For those of you who have not read or seen Bridget Jones's Diary, Bridget is a single woman living in London searching for the perfect weight, job and boyfriend. Many of her friends are already married and therefore feel everyone else should be too, hence the descriptive name of "smug marrieds." Whereas those still looking for love are known as "the singletons." What Bridget does not realize is that married couples actually have a social obligation to introduce interested and eligible singles to each other. Yes, you read that correctly. When one becomes part of a permanent couple, it is then your obligation to help pair up those who are still single.
As always, with etiquette, there are some guidelines when playing matchmaker.
On the single side ~
The single person must be interested and eligible. This means that the single person must be interested in being set up on a date AND is not currently seeing someone else. If the single person does not want to be set up, you must let the issue drop. Or if the single person is dating someone you do not care for, but is dating them nonetheless, you must let the issue drop.
The single person must be a good sport. This means that not every date is going to result in a love connection. But even so, it is always a good idea to get out of the house, have a bite to eat and to meet someone new. If nothing else, a bad date makes good conversation later on when you talk to friends.
Give good feedback. If it was a bad date, let the person who introduced you know why it was not a good match (but do be kind!). With proper feedback, the next one may be better.
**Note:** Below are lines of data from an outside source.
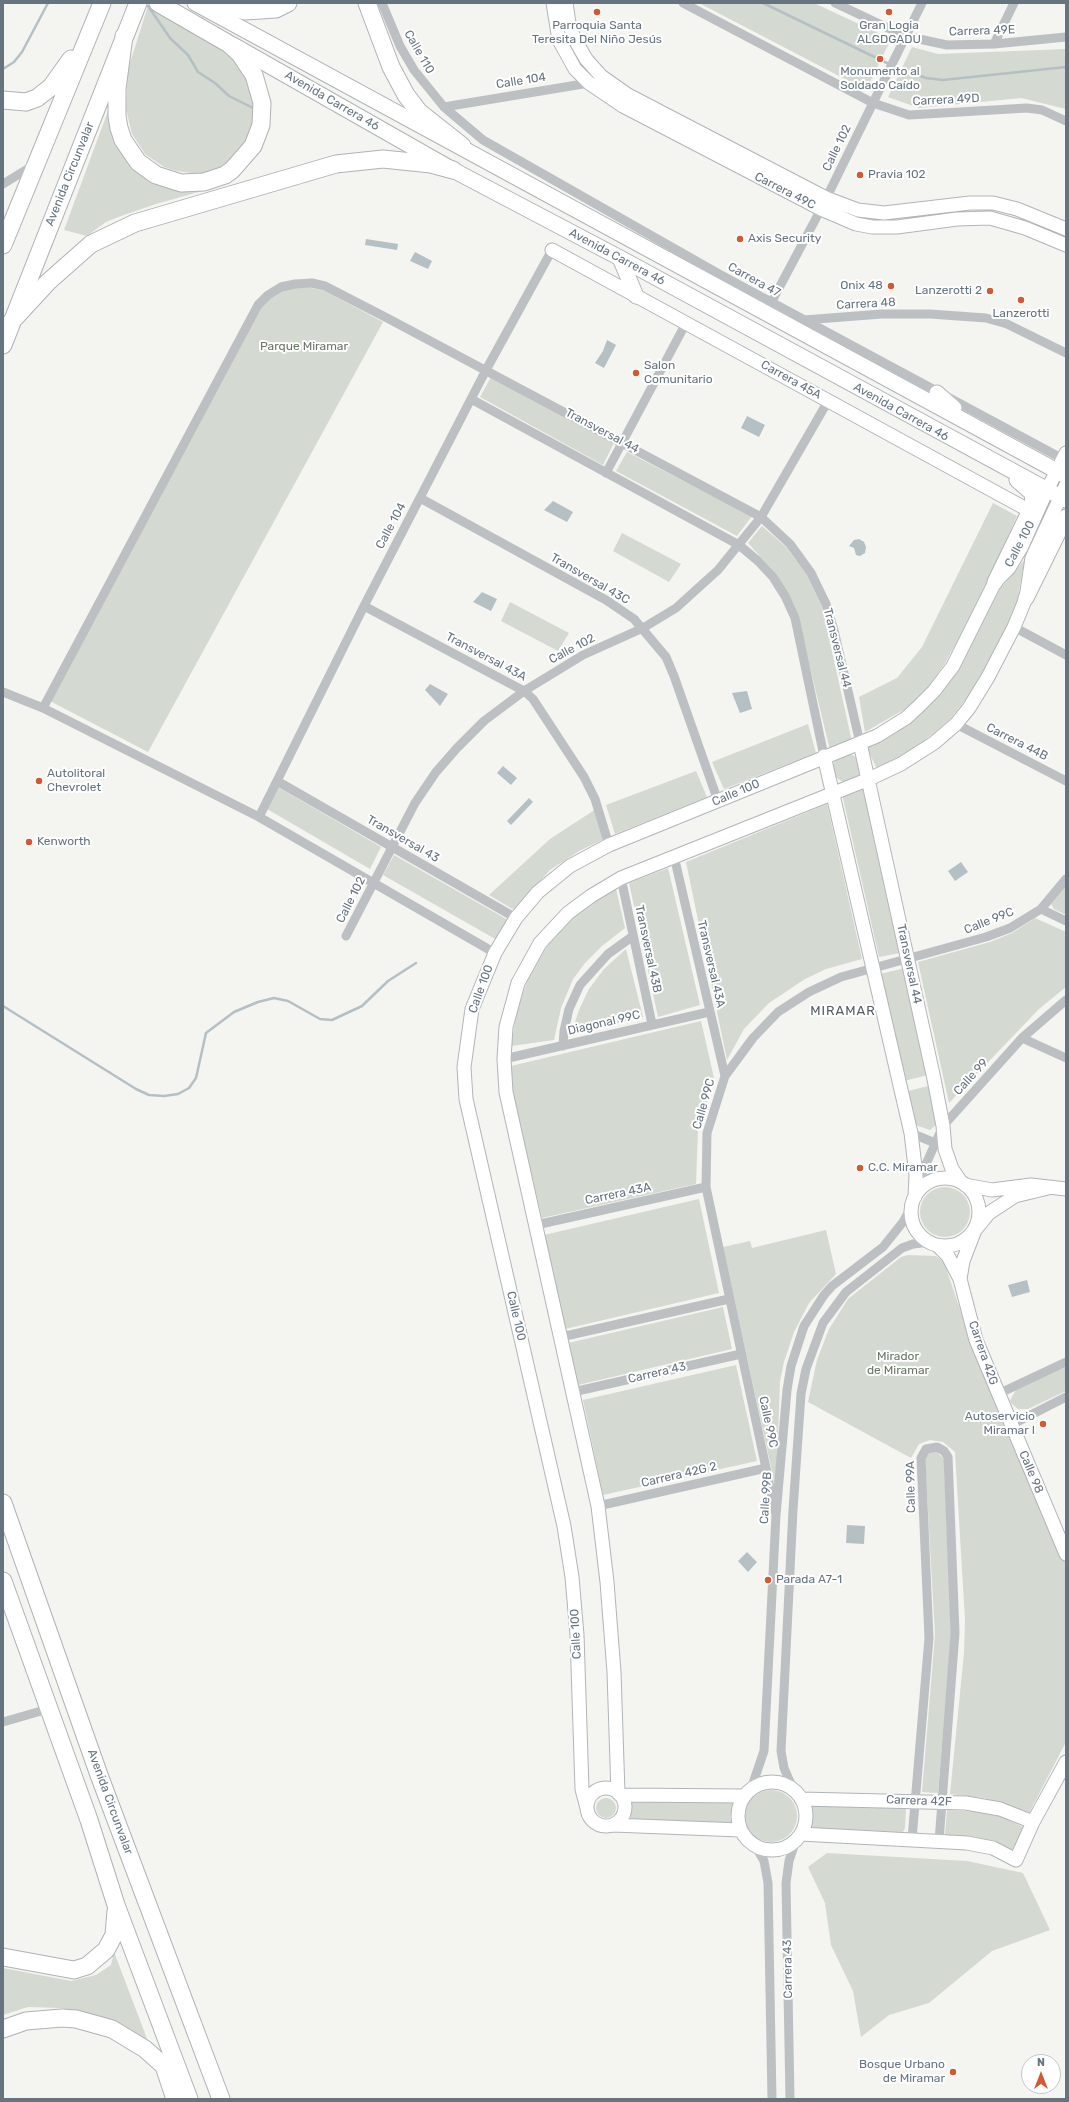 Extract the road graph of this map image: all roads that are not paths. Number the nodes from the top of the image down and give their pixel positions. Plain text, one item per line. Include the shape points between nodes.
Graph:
1 (102, 3) edge
2 (138, 3) edge
3 (196, 3) edge
4 (205, 3) edge
5 (288, 3) edge
6 (367, 3) edge
7 (382, 3) edge
8 (553, 3) edge
9 (566, 3) edge
10 (683, 3) edge
11 (836, 3) edge
12 (922, 3) edge
13 (1014, 3) edge
14 (164, 6) edge
15 (562, 23) junction
16 (91, 29) junction
17 (124, 36) junction
18 (905, 36) junction
19 (1066, 37) edge
20 (994, 44) junction
21 (601, 76) junction
22 (588, 83) junction
23 (3, 100) edge
24 (873, 103) junction
25 (444, 107) junction
26 (1066, 121) edge
27 (462, 146) junction
28 (36, 164) junction
29 (453, 170) junction
30 (3, 184) edge
31 (823, 204) junction
32 (1066, 229) edge
33 (3, 245) edge
34 (1066, 245) edge
35 (552, 250) joint
36 (666, 257) junction
37 (620, 258) junction
38 (719, 274) junction
39 (636, 296) junction
40 (770, 303) junction
41 (804, 320) junction
42 (11, 322) junction
43 (686, 324) junction
44 (3, 345) edge
45 (1066, 353) edge
46 (486, 370) junction
47 (937, 393) junction
48 (471, 399) junction
49 (828, 401) junction
50 (973, 425) junction
51 (623, 442) junction
52 (967, 448) junction
53 (1063, 464) edge
54 (606, 473) junction
55 (1047, 490) junction
56 (1064, 494) edge
57 (420, 498) junction
58 (1030, 511) junction
59 (761, 517) junction
60 (1064, 525) edge
61 (739, 545) junction
62 (995, 582) junction
63 (1026, 598) junction
64 (364, 606) junction
65 (1014, 627) junction
66 (643, 628) junction
67 (1066, 655) edge
68 (524, 691) junction
69 (3, 692) edge
70 (43, 708) junction
71 (956, 724) junction
72 (860, 743) junction
73 (824, 756) junction
74 (869, 779) junction
75 (277, 781) junction
76 (1066, 781) edge
77 (834, 793) junction
78 (718, 801) junction
79 (259, 817) junction
80 (609, 845) junction
81 (392, 846) junction
82 (674, 856) junction
83 (621, 878) junction
84 (1066, 879) edge
85 (373, 883) junction
86 (1041, 909) junction
87 (516, 918) junction
88 (1066, 921) edge
89 (346, 936) dead end
90 (633, 936) junction
91 (495, 953) junction
92 (907, 959) junction
93 (873, 968) junction
94 (1066, 1000) edge
95 (710, 1012) junction
96 (652, 1024) junction
97 (1022, 1038) junction
98 (563, 1046) junction
99 (1066, 1058) edge
100 (504, 1059) junction
101 (724, 1076) junction
102 (943, 1126) junction
103 (912, 1133) junction
104 (935, 1143) junction
105 (963, 1183) junction
106 (706, 1187) junction
107 (1048, 1188) junction
108 (1066, 1189) edge
109 (914, 1196) junction
110 (536, 1225) junction
111 (974, 1230) junction
112 (934, 1243) junction
113 (960, 1279) junction
114 (729, 1299) junction
115 (561, 1337) junction
116 (741, 1354) junction
117 (1066, 1362) edge
118 (573, 1392) junction
119 (998, 1394) junction
120 (1066, 1397) edge
121 (1011, 1425) junction
122 (766, 1468) junction
123 (3, 1503) edge
124 (598, 1506) junction
125 (776, 1515) junction
126 (1066, 1554) edge
127 (3, 1581) edge
128 (59, 1659) junction
129 (48, 1709) junction
130 (3, 1722) edge
131 (1066, 1762) edge
132 (748, 1792) junction
133 (619, 1794) junction
134 (798, 1795) junction
135 (914, 1801) junction
136 (942, 1802) junction
137 (587, 1808) junction
138 (1033, 1822) junction
139 (613, 1825) junction
140 (740, 1830) junction
141 (798, 1837) junction
142 (912, 1840) junction
143 (939, 1841) junction
144 (756, 1847) junction
145 (116, 1905) junction
146 (3, 1957) edge
147 (3, 2029) edge
148 (176, 2099) edge
149 (190, 2099) edge
150 (221, 2099) edge
151 (772, 2099) edge
152 (790, 2099) edge

1 - 16 highway
2 - 17 highway, Avenida Circunvalar
3 - 27 main road, Avenida Carrera 46
4 - 5 highway via 245,11 276,8
6 - 27 highway via 391,67 406,96 419,112
7 - 25 street, Calle 110 via 407,58 430,92
8 - 15 street
9 - 15 street
10 - 24 street, Carrera 49D
11 - 18 street, Carrera 49E
12 - 18 street, Calle 102
13 - 20 street
14 - 17 highway via 229,44 248,65 258,84 263,114 259,134 247,155 225,175 204,182 171,180 148,170 138,162 119,128 117,103
14 - 29 main road, Avenida Carrera 46
15 - 21 street, Carrera 49C via 586,59
15 - 22 street, Carrera 49C via 560,40 566,54
16 - 23 highway via 60,76 44,94 26,102
16 - 28 highway
17 - 42 highway, Avenida Circunvalar
18 - 20 street, Carrera 49E via 947,45
18 - 24 street, Calle 102
19 - 20 street, Carrera 49E
21 - 22 street, Calle 104
21 - 31 street, Carrera 49C via 628,95
22 - 25 street, Calle 104
22 - 31 street, Carrera 49C via 622,106
24 - 26 street, Carrera 49D via 909,115 1028,108 1042,110
24 - 31 street, Calle 102
25 - 38 street, Carrera 47 via 483,140
27 - 36 main road, Avenida Carrera 46
28 - 30 street
28 - 33 highway
29 - 37 main road, Avenida Carrera 46
29 - 42 highway via 397,159 336,164 135,223 91,244 48,282
31 - 32 street, Carrera 49C via 884,213 970,203 993,203 1018,209
31 - 34 street, Carrera 49C via 856,224 872,227 990,218 1025,228
31 - 40 street, Calle 102
35 - 39 street, Carrera 45A
35 - 46 street, Calle 104
36 - 38 main road
36 - 50 main road, Avenida Carrera 46
37 - 39 main road
37 - 52 main road, Avenida Carrera 46
38 - 40 street, Carrera 47
39 - 43 street, Carrera 45A
40 - 41 street, Carrera 47
41 - 45 street, Carrera 48 via 882,314 986,318 1007,324
41 - 47 street, Carrera 47
42 - 44 highway, Avenida Circunvalar
43 - 49 street, Carrera 45A
43 - 51 street
46 - 48 street, Calle 104
46 - 51 street, Transversal 44
46 - 70 street, Transversal 44 via 325,286 312,283 295,284 281,287 268,295 258,305
47 - 50 main road
47 - 53 street, Carrera 47
48 - 54 street
48 - 57 street, Calle 104
49 - 58 street, Carrera 45A
49 - 59 street, Calle 102
50 - 53 main road, Avenida Carrera 46
51 - 54 street
51 - 59 street, Transversal 44
52 - 55 main road, Avenida Carrera 46
52 - 58 main road via 969,454 1028,488 1033,498
53 - 55 street, Calle 100
54 - 61 street
55 - 56 main road, Avenida Carrera 46
55 - 62 street, Calle 100 via 1009,568
56 - 63 street, Calle 100 via 1032,558
57 - 64 street, Calle 104
57 - 66 street, Transversal 43C via 606,600
58 - 62 main road
59 - 61 street, Calle 102
59 - 72 street, Transversal 44 via 790,544 811,573 826,604
60 - 63 main road
61 - 66 street, Calle 102 via 718,570 676,608
61 - 73 street via 773,577 795,618
62 - 72 street, Calle 100 via 953,666 934,691 906,718
63 - 65 street, Calle 100
64 - 68 street, Transversal 43A
64 - 75 street, Calle 104
65 - 67 street
65 - 71 street, Calle 100 via 988,677
66 - 68 street, Calle 102 via 583,655
66 - 78 street, Transversal 43C via 666,658 674,676
68 - 80 street, Transversal 43A via 533,699 584,777 597,804
68 - 81 street, Calle 102 via 484,722 436,772 415,803
69 - 70 street
70 - 79 street
71 - 74 street, Calle 100 via 934,743 901,764
71 - 76 street, Carrera 44B
72 - 73 street, Calle 100
72 - 74 street, Transversal 44
73 - 77 street
73 - 78 street, Calle 100
74 - 77 street, Calle 100
74 - 92 street, Transversal 44
75 - 79 street, Calle 104
75 - 81 street, Transversal 43
77 - 82 street, Calle 100
77 - 93 street
78 - 80 street, Calle 100
79 - 85 street
80 - 87 street, Calle 100 via 570,866 538,892
81 - 85 street, Calle 102
81 - 87 street, Transversal 43
82 - 83 street, Calle 100
82 - 95 street, Transversal 43A
83 - 90 street, Transversal 43B
83 - 100 street, Calle 100 via 568,913 540,943 526,966 512,1001 506,1027
84 - 86 street, Calle 99C
85 - 89 street, Calle 102
85 - 91 street
86 - 88 street
86 - 92 street, Calle 99C via 1010,928 986,938
87 - 91 street, Calle 100
90 - 96 street, Transversal 43B
90 - 98 street via 608,954 580,985 569,1009
91 - 137 street, Calle 100 via 472,1009 464,1067 466,1099 564,1526 574,1606 582,1788
92 - 93 street, Calle 99C
92 - 102 street, Transversal 44
93 - 101 street, Calle 99C via 824,984 778,1012 753,1038
93 - 103 street
94 - 97 street, Calle 99
95 - 96 street, Diagonal 99C
95 - 101 street, Transversal 43A
96 - 98 street, Diagonal 99C
97 - 99 street
97 - 102 street, Calle 99
98 - 100 street, Diagonal 99C
100 - 110 street, Calle 100 via 506,1092
101 - 106 street, Calle 99C via 708,1133
102 - 104 street, Calle 99
102 - 105 street, Transversal 44 via 946,1154
103 - 104 street
103 - 109 street
104 - 109 street, Calle 99
105 - 107 street via 992,1190 1021,1185
105 - 109 street via 952,1179 935,1180
105 - 111 street via 977,1198 980,1209 979,1220
106 - 110 street, Carrera 43A
106 - 114 street, Calle 99C
107 - 108 street
107 - 111 street via 1009,1200 989,1214
109 - 112 street via 913,1223 917,1231
109 - 125 street, Calle 99B via 903,1222 883,1247 832,1286 809,1318 800,1337 787,1390
110 - 115 street, Calle 100
111 - 112 street via 967,1239 957,1244 946,1246
111 - 113 street, Carrera 42G
112 - 113 street, Carrera 42G via 948,1256
112 - 134 street via 914,1244 902,1248 846,1292 823,1323 806,1369 801,1394 793,1510 781,1751 784,1768
113 - 119 street, Carrera 42G via 976,1340
114 - 115 street
114 - 116 street, Calle 99C
115 - 118 street, Calle 100
116 - 118 street, Carrera 43
116 - 122 street, Calle 99C
117 - 119 street
118 - 124 street, Calle 100
119 - 121 street, Carrera 42G
120 - 121 street
121 - 126 street, Calle 98
122 - 124 street, Carrera 42G 2
122 - 125 street, Calle 99C
123 - 128 highway, Avenida Circunvalar
124 - 133 street, Calle 100 via 614,1672
125 - 132 street, Calle 99B via 764,1751
127 - 129 highway
128 - 129 highway via 58,1673 63,1690
128 - 150 highway, Avenida Circunvalar via 102,1783
129 - 130 street
129 - 145 highway via 89,1820
131 - 138 street
132 - 133 street
132 - 134 street via 762,1784 773,1782 784,1785
132 - 140 street via 738,1813
133 - 137 street via 608,1789 598,1791 590,1798
133 - 139 street via 625,1804 624,1814
134 - 135 street, Carrera 42F
134 - 141 street via 805,1811 805,1823
135 - 136 street, Carrera 42F
135 - 136 street, Calle 99A via 929,1638 921,1458 926,1449 937,1447 948,1457 955,1633
135 - 142 street, Calle 99A
136 - 138 street, Carrera 42F via 988,1806
136 - 143 street, Calle 99A
137 - 139 street via 591,1819 596,1823 601,1826
138 - 143 street via 1016,1860 993,1848
139 - 140 street
140 - 144 street
141 - 142 street
141 - 144 street via 777,1850
141 - 152 street, Carrera 43 via 789,1861 786,1882
142 - 143 street
144 - 151 street, Carrera 43 via 764,1861 768,1883
145 - 146 highway via 114,1935 106,1950 87,1966 74,1970
145 - 149 highway
147 - 148 highway via 26,2021 62,2018 76,2019 112,2029 145,2049 164,2066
But no matter what, be sure to thank the introducer for trying!
On the matching side ~
Do try to think things through. Two people need something more in common than just their single status. Make sure there are a few other connectors such as similar movie tastes, an interest in current events and/or hobbies.
Do make it easy for the two to meet. You can have a small dinner party, invite the two singles and make the introductions personally. Or, if that is too much, you can give each person the other's name, contact information and something they have in common. Then let them arrange to meet without an audience.
Do not expect a full report. While it may seem only fair if you get a play-by-play of what happened, all you really need to know is if they liked each other or not. If you want juicy details, watch soap operas.
Remember, just like finding a job, finding someone to love takes good networking skills. Get out there and meet new people, you never know when the next date will be "The One." Even Bridget, with the help of some meddling smug marrieds, managed to find a wonderful match.
Q: Dear Mannersmith ~ My sister's friend set me up on a date with a lovely young woman. We went out and she was nice enough, but there was no chemistry. Apparently she was more taken with me than I was with her. Now my sister's friend keeps asking when I am going to ask the woman out again. What should I do?
A: My dating rule is that unless the person is just awful, you should go on at least a second date. Most people do not present themselves well the first time around due to nerves. Try a second get together. You can keep it brief; drinks, ice cream or just coffee. Then if there is still no chemistry you can tell your sister's friend you tried twice, but it was not a love connection. (Be nice, you never know who the lovely young woman may know...)
Q: Dear Mannersmith ~ Over the past 10 years I have been on so many set-ups I could write a book. I am starting to get a bit cynical, but don't want to turn down the chance to meet the person of my dreams. Any suggestions?
A: If you feel yourself getting a bit cynical, maybe you should take a sabbatical from being set-up, but not from the dating scene. Try some alternatives. Join a singles sports club or a dinner club, take a wine course from a local adult education outlet, or do some volunteer work. Another alternative would be a "bring-a-friend" party. Have all of your single friends bring another single friend, be sure to have some party games planned to encourage mingling.
Q: Dear Mannersmith ~ I do not discuss my love life at work, but since I am not married my co-workers are always trying to set me up with friends of theirs. What they don't know is that I am gay and therefore not interested in the matches they are offering. I do not feel that my love life is any of their business. Is there any way I can get them to stop meddling?
A: Different people draw different lines as to what they want to share with co-workers. You are already doing the right thing by rebuffing their efforts. Without sharing any information you do not want to share, just keep a smile on your face, thank them for thinking of you and keep changing the subject when they bring up your love life.